Activity: Copy out all lines of the records in which the word "road" appears.

Data extracts:
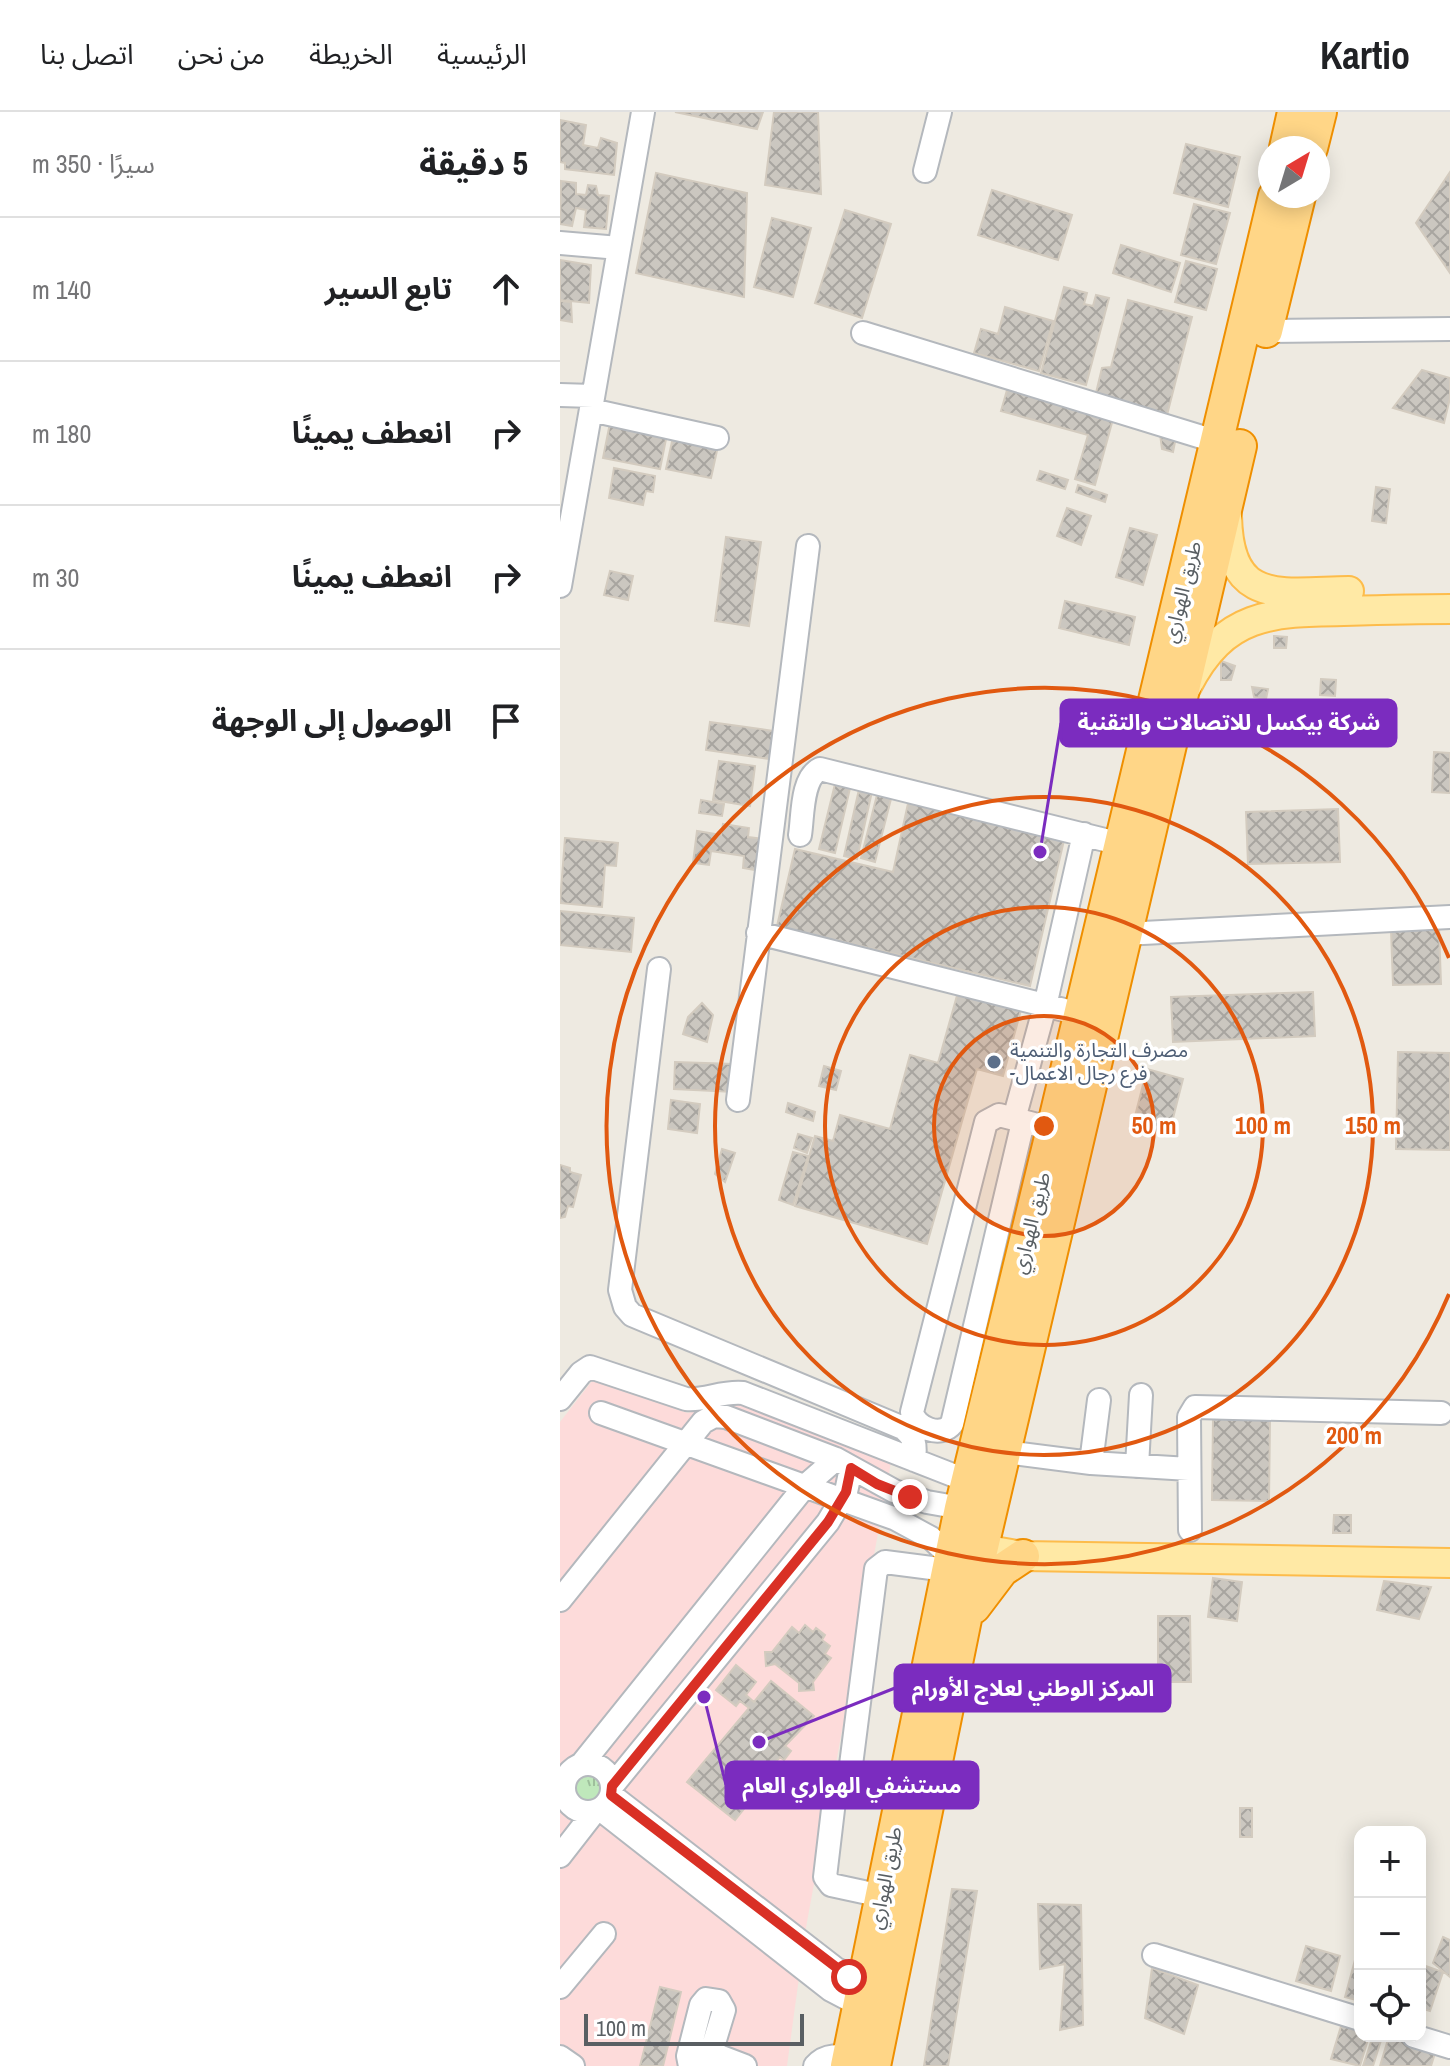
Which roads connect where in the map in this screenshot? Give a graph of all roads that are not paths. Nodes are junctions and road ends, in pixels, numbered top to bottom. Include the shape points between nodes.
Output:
1 (643, 112) edge
2 (940, 112) edge
3 (1294, 112) edge
4 (1320, 112) edge
5 (1289, 136) edge
6 (1314, 136) edge
7 (925, 171) dead end
8 (1272, 208) edge
9 (1296, 208) edge
10 (560, 243) edge
11 (619, 248) junction
12 (1450, 329) edge
13 (1266, 331) junction
14 (863, 333) dead end
15 (560, 395) edge
16 (592, 403) junction
17 (717, 438) dead end
18 (1218, 442) junction
19 (1227, 500) junction
20 (808, 546) dead end
21 (560, 586) edge
22 (1450, 590) edge
23 (1450, 609) edge
24 (1181, 701) junction
25 (1084, 834) junction
26 (800, 835) dead end
27 (1121, 844) junction
28 (1450, 917) edge
29 (758, 933) junction
30 (1124, 934) junction
31 (659, 969) dead end
32 (1045, 1006) junction
33 (1080, 1014) junction
34 (1082, 1059) junction
35 (738, 1100) dead end
36 (1030, 1123) junction
37 (944, 1290) junction
38 (981, 1299) junction
39 (1141, 1395) dead end
40 (560, 1399) edge
41 (1099, 1400) dead end
42 (601, 1413) dead end
43 (1441, 1413) dead end
44 (686, 1444) junction
45 (1005, 1452) junction
46 (914, 1460) junction
47 (844, 1463) junction
48 (1091, 1463) junction
49 (1137, 1466) junction
50 (1189, 1469) junction
51 (805, 1486) junction
52 (974, 1495) junction
53 (843, 1500) junction
54 (1190, 1530) dead end
55 (1009, 1547) junction
56 (949, 1563) junction
57 (1450, 1563) edge
58 (560, 1600) edge
59 (581, 1765) junction
60 (849, 1773) junction
61 (904, 1782) junction
62 (562, 1787) edge
63 (604, 1800) junction
64 (560, 1856) edge
65 (882, 1896) junction
66 (604, 1934) dead end
67 (1154, 1955) dead end
68 (560, 1987) edge
69 (874, 1999) junction
70 (1354, 2017) edge
71 (1426, 2040) edge
72 (1450, 2047) edge
73 (560, 2057) edge
74 (706, 2059) edge
75 (861, 2063) edge
76 (573, 2066) edge
77 (690, 2066) edge
78 (745, 2066) edge
79 (815, 2066) edge

1 - 11 street
2 - 7 street
3 - 5 highway
4 - 6 highway
8 - 18 highway, طريق الهواري
9 - 13 highway, طريق الهواري
10 - 11 street
11 - 16 street
12 - 13 street
13 - 19 highway, طريق الهواري
14 - 18 street
15 - 16 street
16 - 17 street
16 - 21 street
18 - 27 highway, طريق الهواري
19 - 22 main road via 1234,562 1258,587 1280,592
19 - 24 highway, طريق الهواري
20 - 29 street
23 - 24 main road via 1269,614 1214,646
24 - 30 highway, طريق الهواري
25 - 26 street via 820,769 809,781
25 - 27 street
25 - 32 street
27 - 33 highway, طريق الهواري
28 - 30 street
29 - 32 street
29 - 35 street
30 - 34 highway, طريق الهواري
31 - 46 street via 620,1290 625,1307 632,1315 903,1428 916,1444
32 - 33 street
32 - 36 street
33 - 34 highway, طريق الهواري
34 - 36 highway, طريق الهواري
34 - 45 highway, طريق الهواري
36 - 37 street via 994,1115 984,1126
36 - 38 street
36 - 52 highway, طريق الهواري
37 - 38 street
37 - 38 street via 912,1412 917,1424 942,1432 952,1424
39 - 49 street
40 - 46 street via 590,1367 686,1399 743,1393
41 - 48 street
42 - 44 street
43 - 50 street via 1200,1405 1189,1417
44 - 47 street via 703,1422 720,1415
44 - 51 street
44 - 58 street
45 - 48 street
45 - 52 highway, طريق الهواري
46 - 52 street
47 - 51 street via 819,1471
47 - 52 street via 910,1497
47 - 53 street
48 - 49 street
49 - 50 street
50 - 54 street
51 - 53 street
51 - 59 street
52 - 55 highway, طريق الهواري
52 - 56 highway, طريق الهواري
53 - 56 street via 908,1524 931,1538
53 - 63 street
55 - 57 main road
55 - 69 highway, طريق الهواري via 965,1619
56 - 60 street via 885,1562 876,1569
56 - 61 highway, طريق الهواري
59 - 62 street
59 - 63 street via 598,1766 610,1778
60 - 61 street
60 - 65 street via 834,1801 825,1877 831,1885
61 - 65 highway, طريق الهواري
62 - 63 street via 576,1809
63 - 64 street
63 - 69 street
65 - 69 highway, طريق الهواري
66 - 68 street
67 - 70 street
69 - 75 highway, طريق الهواري
71 - 72 street
73 - 76 street
74 - 77 street via 724,2007 708,1999 701,2005
74 - 78 street
75 - 79 street via 831,2055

Your solution:
Which roads connect where in the map in this screenshot? Give a graph of all roads that are not paths. Nodes are junctions and road ends, in pixels, numbered top to bottom. Include the shape points between nodes.
19 - 22 main road via 1234,562 1258,587 1280,592
23 - 24 main road via 1269,614 1214,646
55 - 57 main road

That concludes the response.